__Problem to work on__
Output the entries that follow, word for word.
-------
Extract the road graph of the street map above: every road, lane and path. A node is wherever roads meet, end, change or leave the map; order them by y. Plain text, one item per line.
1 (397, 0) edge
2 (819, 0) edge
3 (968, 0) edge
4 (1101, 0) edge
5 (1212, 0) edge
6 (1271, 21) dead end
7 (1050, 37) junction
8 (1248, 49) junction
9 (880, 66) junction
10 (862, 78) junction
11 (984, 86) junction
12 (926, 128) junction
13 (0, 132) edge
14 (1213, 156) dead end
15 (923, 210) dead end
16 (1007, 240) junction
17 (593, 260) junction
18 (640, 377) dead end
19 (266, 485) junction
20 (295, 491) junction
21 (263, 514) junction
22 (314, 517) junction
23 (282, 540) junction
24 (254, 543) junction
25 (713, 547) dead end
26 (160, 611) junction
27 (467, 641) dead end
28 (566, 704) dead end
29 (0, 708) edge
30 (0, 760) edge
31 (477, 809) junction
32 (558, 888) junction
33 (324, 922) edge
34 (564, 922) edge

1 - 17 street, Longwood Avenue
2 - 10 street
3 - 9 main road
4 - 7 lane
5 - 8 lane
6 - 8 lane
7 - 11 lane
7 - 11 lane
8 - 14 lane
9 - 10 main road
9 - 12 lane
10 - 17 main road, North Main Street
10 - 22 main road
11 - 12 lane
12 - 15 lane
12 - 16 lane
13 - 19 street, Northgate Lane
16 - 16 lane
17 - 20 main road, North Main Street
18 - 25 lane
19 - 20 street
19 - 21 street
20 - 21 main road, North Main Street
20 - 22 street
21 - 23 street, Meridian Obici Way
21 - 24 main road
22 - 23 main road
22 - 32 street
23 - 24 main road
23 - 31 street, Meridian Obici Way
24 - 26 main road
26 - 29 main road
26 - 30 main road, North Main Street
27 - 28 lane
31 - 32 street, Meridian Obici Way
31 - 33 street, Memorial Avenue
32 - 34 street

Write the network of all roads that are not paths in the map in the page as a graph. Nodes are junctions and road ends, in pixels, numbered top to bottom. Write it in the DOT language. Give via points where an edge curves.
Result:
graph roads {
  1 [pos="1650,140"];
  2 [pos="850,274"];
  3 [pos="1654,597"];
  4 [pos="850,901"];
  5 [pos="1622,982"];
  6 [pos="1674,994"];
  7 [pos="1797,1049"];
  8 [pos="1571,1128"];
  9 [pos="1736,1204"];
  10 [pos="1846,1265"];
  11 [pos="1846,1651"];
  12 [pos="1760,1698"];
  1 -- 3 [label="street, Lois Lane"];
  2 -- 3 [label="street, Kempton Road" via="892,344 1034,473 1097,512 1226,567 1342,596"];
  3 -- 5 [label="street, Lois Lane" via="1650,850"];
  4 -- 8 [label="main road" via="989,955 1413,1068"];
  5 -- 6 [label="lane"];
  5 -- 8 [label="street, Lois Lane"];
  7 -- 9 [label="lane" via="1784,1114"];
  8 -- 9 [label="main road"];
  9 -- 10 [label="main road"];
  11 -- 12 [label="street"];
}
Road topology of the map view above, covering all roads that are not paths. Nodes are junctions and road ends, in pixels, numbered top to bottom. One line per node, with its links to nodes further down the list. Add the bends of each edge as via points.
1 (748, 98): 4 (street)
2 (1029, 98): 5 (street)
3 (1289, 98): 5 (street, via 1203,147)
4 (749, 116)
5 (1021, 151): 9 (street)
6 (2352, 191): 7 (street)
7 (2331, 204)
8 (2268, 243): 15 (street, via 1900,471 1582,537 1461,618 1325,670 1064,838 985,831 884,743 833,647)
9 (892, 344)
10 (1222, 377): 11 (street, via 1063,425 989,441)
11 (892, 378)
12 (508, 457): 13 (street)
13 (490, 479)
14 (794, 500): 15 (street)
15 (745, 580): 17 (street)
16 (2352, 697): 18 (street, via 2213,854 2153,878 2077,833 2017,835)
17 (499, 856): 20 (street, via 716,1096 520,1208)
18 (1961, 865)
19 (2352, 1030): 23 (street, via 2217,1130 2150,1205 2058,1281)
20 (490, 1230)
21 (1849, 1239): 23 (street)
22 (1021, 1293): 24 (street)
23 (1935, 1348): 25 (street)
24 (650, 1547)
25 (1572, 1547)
-------
__Exercise solution__
Extract the road graph of the street map above: every road, lane and path. A node is wherever roads meet, end, change or leave the map; order them by y. Plain text, one item per line.
1 (397, 0) edge
2 (819, 0) edge
3 (968, 0) edge
4 (1101, 0) edge
5 (1212, 0) edge
6 (1271, 21) dead end
7 (1050, 37) junction
8 (1248, 49) junction
9 (880, 66) junction
10 (862, 78) junction
11 (984, 86) junction
12 (926, 128) junction
13 (0, 132) edge
14 (1213, 156) dead end
15 (923, 210) dead end
16 (1007, 240) junction
17 (593, 260) junction
18 (640, 377) dead end
19 (266, 485) junction
20 (295, 491) junction
21 (263, 514) junction
22 (314, 517) junction
23 (282, 540) junction
24 (254, 543) junction
25 (713, 547) dead end
26 (160, 611) junction
27 (467, 641) dead end
28 (566, 704) dead end
29 (0, 708) edge
30 (0, 760) edge
31 (477, 809) junction
32 (558, 888) junction
33 (324, 922) edge
34 (564, 922) edge

1 - 17 street, Longwood Avenue
2 - 10 street
3 - 9 main road
4 - 7 lane
5 - 8 lane
6 - 8 lane
7 - 11 lane
7 - 11 lane
8 - 14 lane
9 - 10 main road
9 - 12 lane
10 - 17 main road, North Main Street
10 - 22 main road
11 - 12 lane
12 - 15 lane
12 - 16 lane
13 - 19 street, Northgate Lane
16 - 16 lane
17 - 20 main road, North Main Street
18 - 25 lane
19 - 20 street
19 - 21 street
20 - 21 main road, North Main Street
20 - 22 street
21 - 23 street, Meridian Obici Way
21 - 24 main road
22 - 23 main road
22 - 32 street
23 - 24 main road
23 - 31 street, Meridian Obici Way
24 - 26 main road
26 - 29 main road
26 - 30 main road, North Main Street
27 - 28 lane
31 - 32 street, Meridian Obici Way
31 - 33 street, Memorial Avenue
32 - 34 street

Write the network of all roads that are not paths in the map in the page as a graph. Nodes are junctions and road ends, in pixels, numbered top to bottom. Write it in the DOT language. Give via points where an edge curves.
Result:
graph roads {
  1 [pos="1650,140"];
  2 [pos="850,274"];
  3 [pos="1654,597"];
  4 [pos="850,901"];
  5 [pos="1622,982"];
  6 [pos="1674,994"];
  7 [pos="1797,1049"];
  8 [pos="1571,1128"];
  9 [pos="1736,1204"];
  10 [pos="1846,1265"];
  11 [pos="1846,1651"];
  12 [pos="1760,1698"];
  1 -- 3 [label="street, Lois Lane"];
  2 -- 3 [label="street, Kempton Road" via="892,344 1034,473 1097,512 1226,567 1342,596"];
  3 -- 5 [label="street, Lois Lane" via="1650,850"];
  4 -- 8 [label="main road" via="989,955 1413,1068"];
  5 -- 6 [label="lane"];
  5 -- 8 [label="street, Lois Lane"];
  7 -- 9 [label="lane" via="1784,1114"];
  8 -- 9 [label="main road"];
  9 -- 10 [label="main road"];
  11 -- 12 [label="street"];
}
Road topology of the map view above, covering all roads that are not paths. Nodes are junctions and road ends, in pixels, numbered top to bottom. One line per node, with its links to nodes further down the list. Add the bends of each edge as via points.
1 (748, 98): 4 (street)
2 (1029, 98): 5 (street)
3 (1289, 98): 5 (street, via 1203,147)
4 (749, 116)
5 (1021, 151): 9 (street)
6 (2352, 191): 7 (street)
7 (2331, 204)
8 (2268, 243): 15 (street, via 1900,471 1582,537 1461,618 1325,670 1064,838 985,831 884,743 833,647)
9 (892, 344)
10 (1222, 377): 11 (street, via 1063,425 989,441)
11 (892, 378)
12 (508, 457): 13 (street)
13 (490, 479)
14 (794, 500): 15 (street)
15 (745, 580): 17 (street)
16 (2352, 697): 18 (street, via 2213,854 2153,878 2077,833 2017,835)
17 (499, 856): 20 (street, via 716,1096 520,1208)
18 (1961, 865)
19 (2352, 1030): 23 (street, via 2217,1130 2150,1205 2058,1281)
20 (490, 1230)
21 (1849, 1239): 23 (street)
22 (1021, 1293): 24 (street)
23 (1935, 1348): 25 (street)
24 (650, 1547)
25 (1572, 1547)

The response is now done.